**What you should do:** Your answer must be the full set of records, copied exactly, with no pictures in it.
● ● ● ● ●
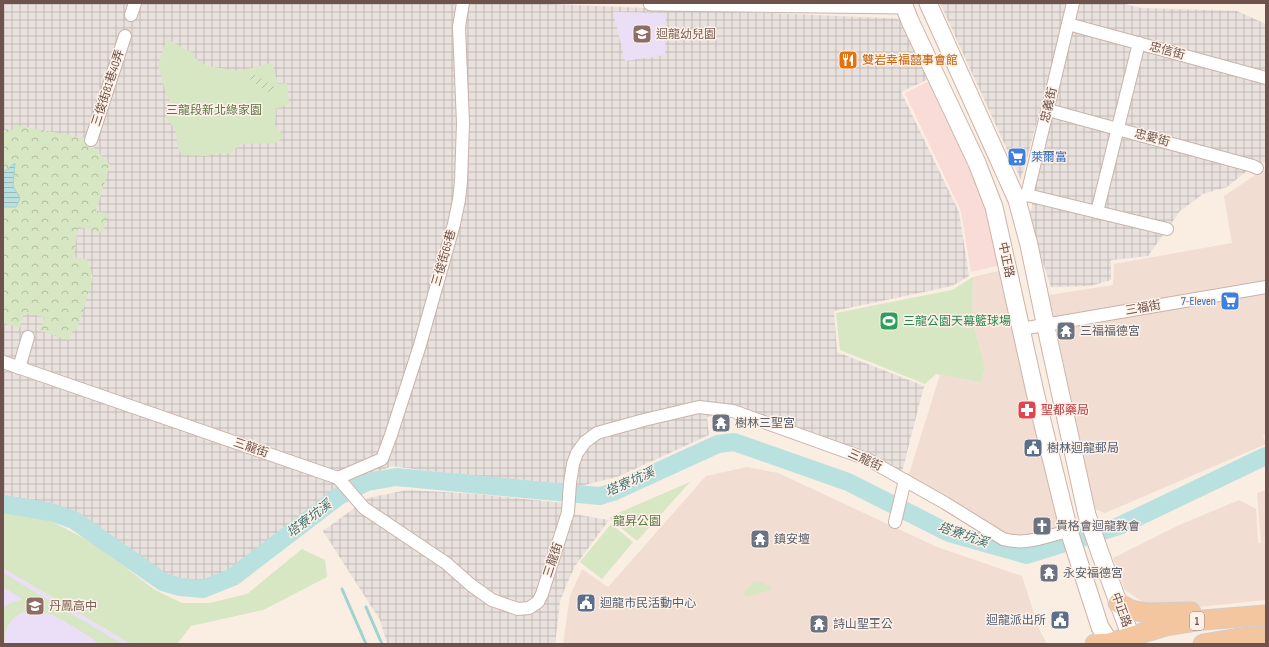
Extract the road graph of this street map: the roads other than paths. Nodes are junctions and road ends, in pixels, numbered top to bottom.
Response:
1 (135, 3) edge
2 (463, 3) edge
3 (651, 3) edge
4 (1073, 3) edge
5 (928, 4) edge
6 (904, 5) edge
7 (132, 15) dead end
8 (1068, 24) junction
9 (125, 36) dead end
10 (1139, 43) junction
11 (1266, 78) edge
12 (1048, 110) junction
13 (1118, 129) junction
14 (91, 140) dead end
15 (1257, 168) dead end
16 (1022, 198) junction
17 (994, 207) junction
18 (1097, 212) junction
19 (1168, 229) dead end
20 (1266, 287) edge
21 (1045, 324) junction
22 (1021, 329) junction
23 (28, 337) dead end
24 (3, 362) edge
25 (19, 368) junction
26 (905, 480) junction
27 (341, 481) junction
28 (895, 522) dead end
29 (1069, 531) junction
30 (1118, 603) junction
31 (1266, 615) edge
32 (1246, 616) junction
33 (1266, 636) edge
34 (1131, 640) edge
35 (1105, 644) edge
36 (1203, 644) edge

1 - 7 street
2 - 27 street, 三俊街65巷
3 - 6 street
4 - 8 street, 忠義街
5 - 6 main road
5 - 16 main road
6 - 17 main road, 中正路
8 - 10 street, 忠信街
8 - 12 street, 忠義街
9 - 14 street, 三俊街81巷40弄
10 - 11 street, 忠信街
10 - 13 street
12 - 13 street, 忠愛街
12 - 16 street, 忠義街
13 - 15 street, 忠愛街
13 - 18 street
16 - 17 main road
16 - 18 street
16 - 21 main road
17 - 22 main road, 中正路
18 - 19 street
20 - 21 street, 三福街
21 - 22 street, 三福街
21 - 30 main road, 中正路
22 - 29 main road, 中正路
23 - 25 street
24 - 25 street, 三龍街
25 - 27 street, 三龍街
26 - 27 street, 三龍街
26 - 28 street
26 - 29 street, 三龍街
29 - 35 main road, 中正路
30 - 32 main road
30 - 34 main road, 中正路
31 - 32 main road, 1
32 - 34 main road, 1
33 - 36 main road, 1
34 - 35 main road, 1

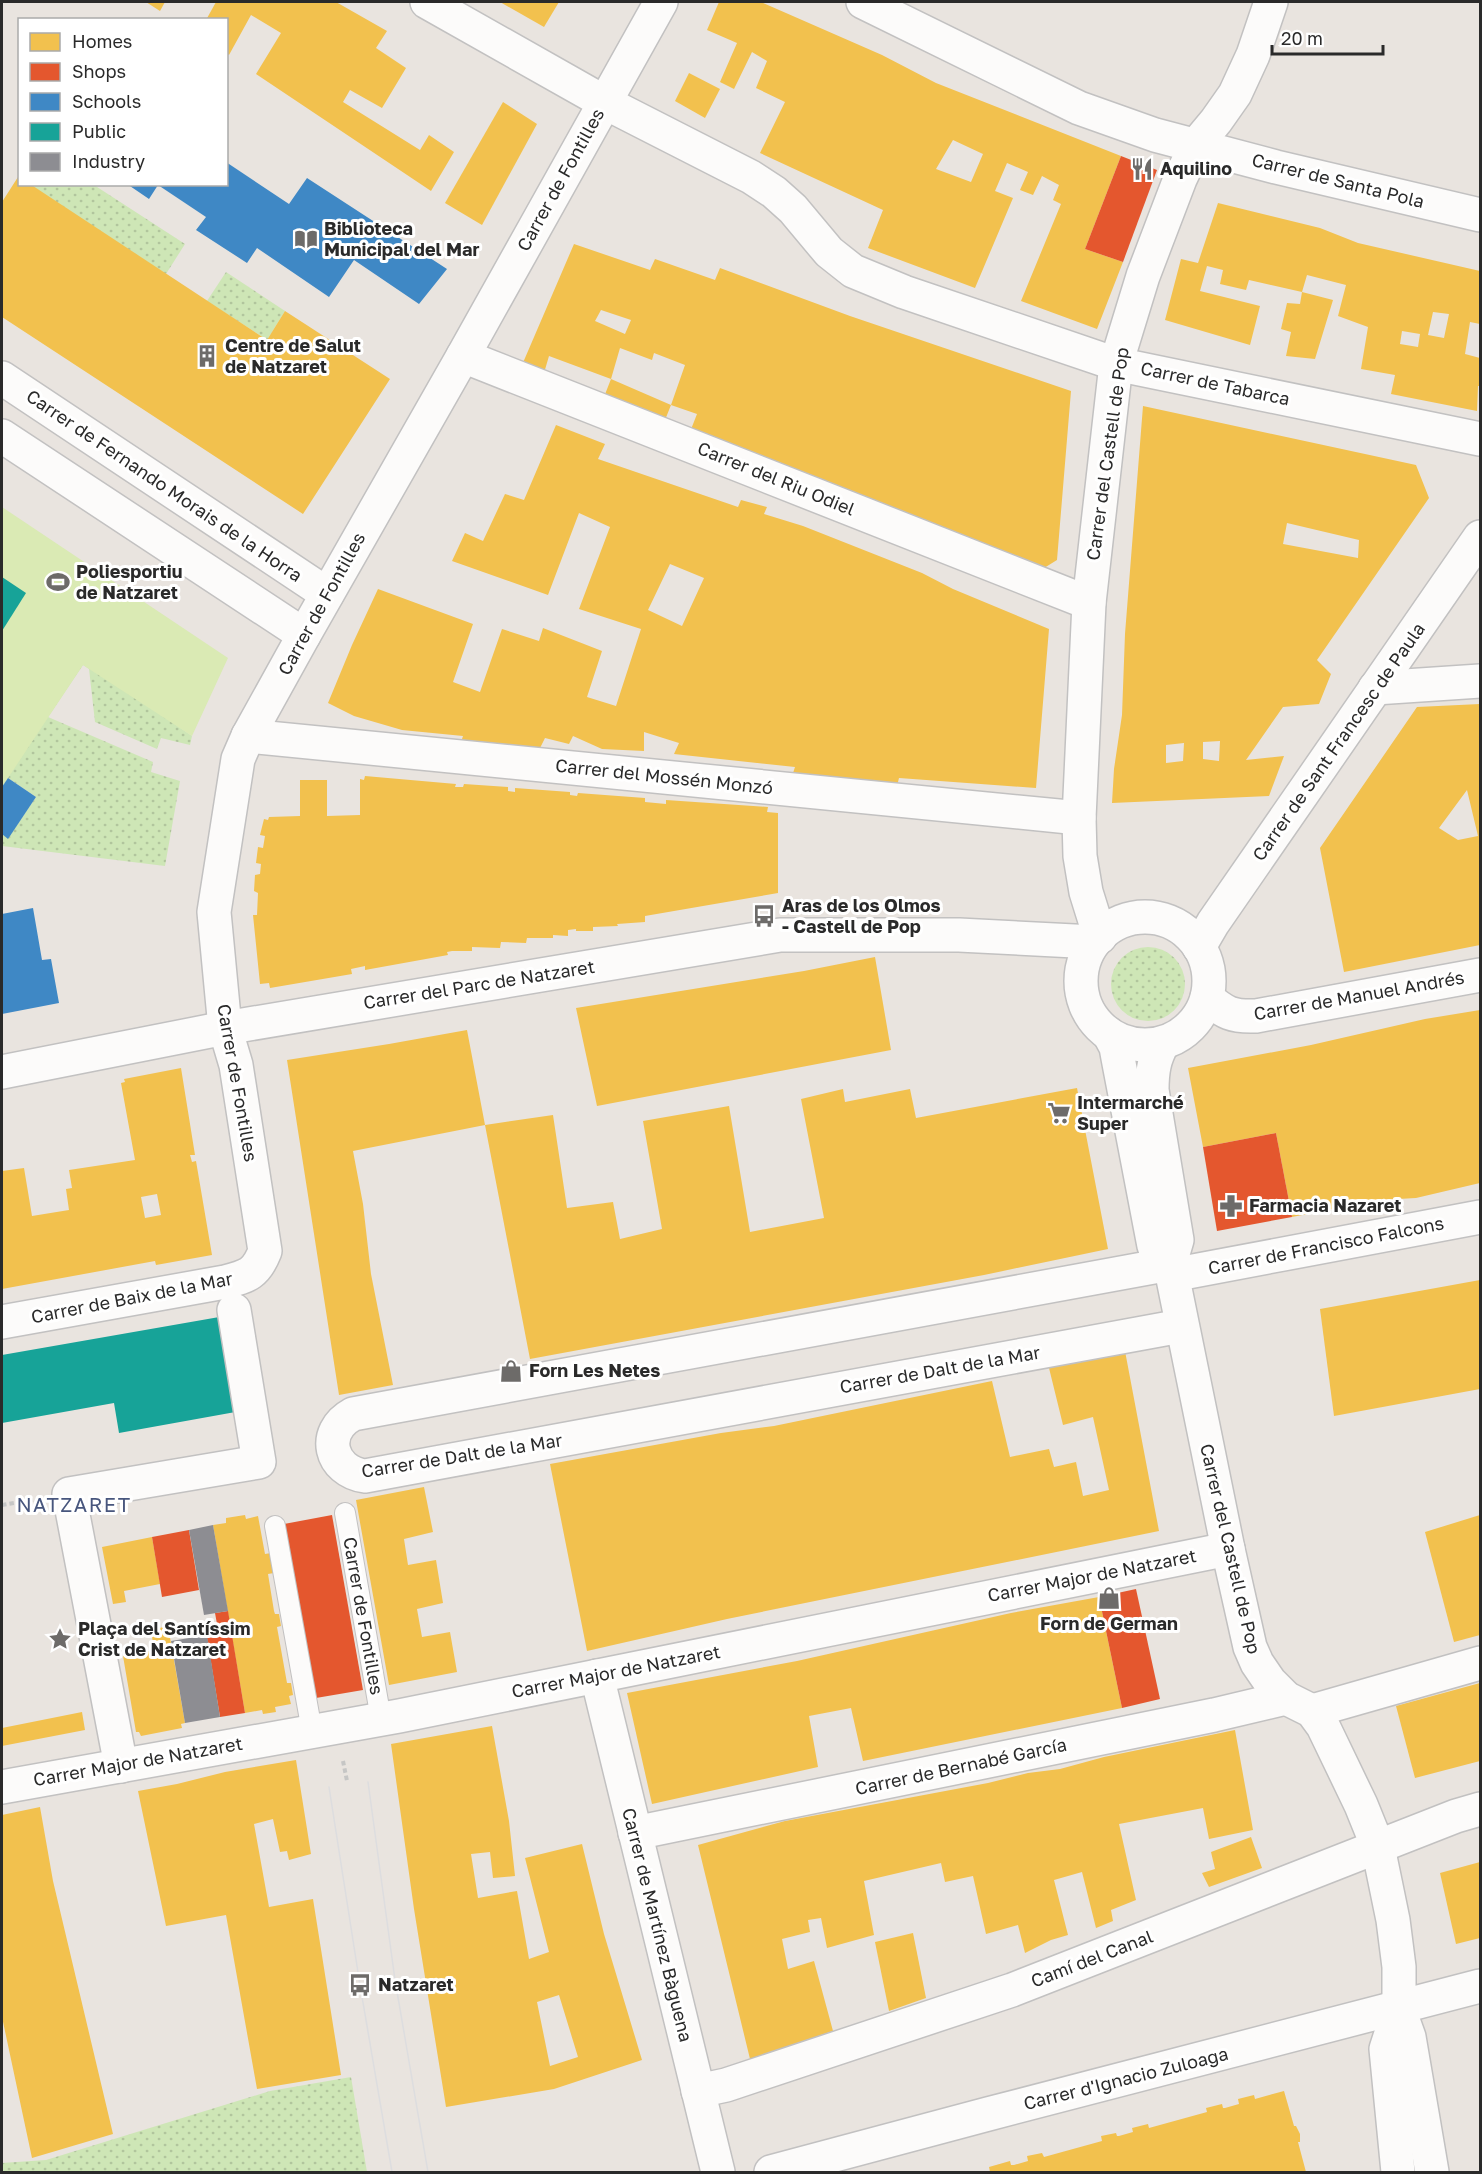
● ● ● ● ●
**Result:**
Extract the road graph of this street map: the roads other than paths. Nodes are junctions and road ends, in pixels, numbered top to bottom.
Response:
1 (135, 3) edge
2 (463, 3) edge
3 (651, 3) edge
4 (1073, 3) edge
5 (928, 4) edge
6 (904, 5) edge
7 (132, 15) dead end
8 (1068, 24) junction
9 (125, 36) dead end
10 (1139, 43) junction
11 (1266, 78) edge
12 (1048, 110) junction
13 (1118, 129) junction
14 (91, 140) dead end
15 (1257, 168) dead end
16 (1022, 198) junction
17 (994, 207) junction
18 (1097, 212) junction
19 (1168, 229) dead end
20 (1266, 287) edge
21 (1045, 324) junction
22 (1021, 329) junction
23 (28, 337) dead end
24 (3, 362) edge
25 (19, 368) junction
26 (905, 480) junction
27 (341, 481) junction
28 (895, 522) dead end
29 (1069, 531) junction
30 (1118, 603) junction
31 (1266, 615) edge
32 (1246, 616) junction
33 (1266, 636) edge
34 (1131, 640) edge
35 (1105, 644) edge
36 (1203, 644) edge

1 - 7 street
2 - 27 street, 三俊街65巷
3 - 6 street
4 - 8 street, 忠義街
5 - 6 main road
5 - 16 main road
6 - 17 main road, 中正路
8 - 10 street, 忠信街
8 - 12 street, 忠義街
9 - 14 street, 三俊街81巷40弄
10 - 11 street, 忠信街
10 - 13 street
12 - 13 street, 忠愛街
12 - 16 street, 忠義街
13 - 15 street, 忠愛街
13 - 18 street
16 - 17 main road
16 - 18 street
16 - 21 main road
17 - 22 main road, 中正路
18 - 19 street
20 - 21 street, 三福街
21 - 22 street, 三福街
21 - 30 main road, 中正路
22 - 29 main road, 中正路
23 - 25 street
24 - 25 street, 三龍街
25 - 27 street, 三龍街
26 - 27 street, 三龍街
26 - 28 street
26 - 29 street, 三龍街
29 - 35 main road, 中正路
30 - 32 main road
30 - 34 main road, 中正路
31 - 32 main road, 1
32 - 34 main road, 1
33 - 36 main road, 1
34 - 35 main road, 1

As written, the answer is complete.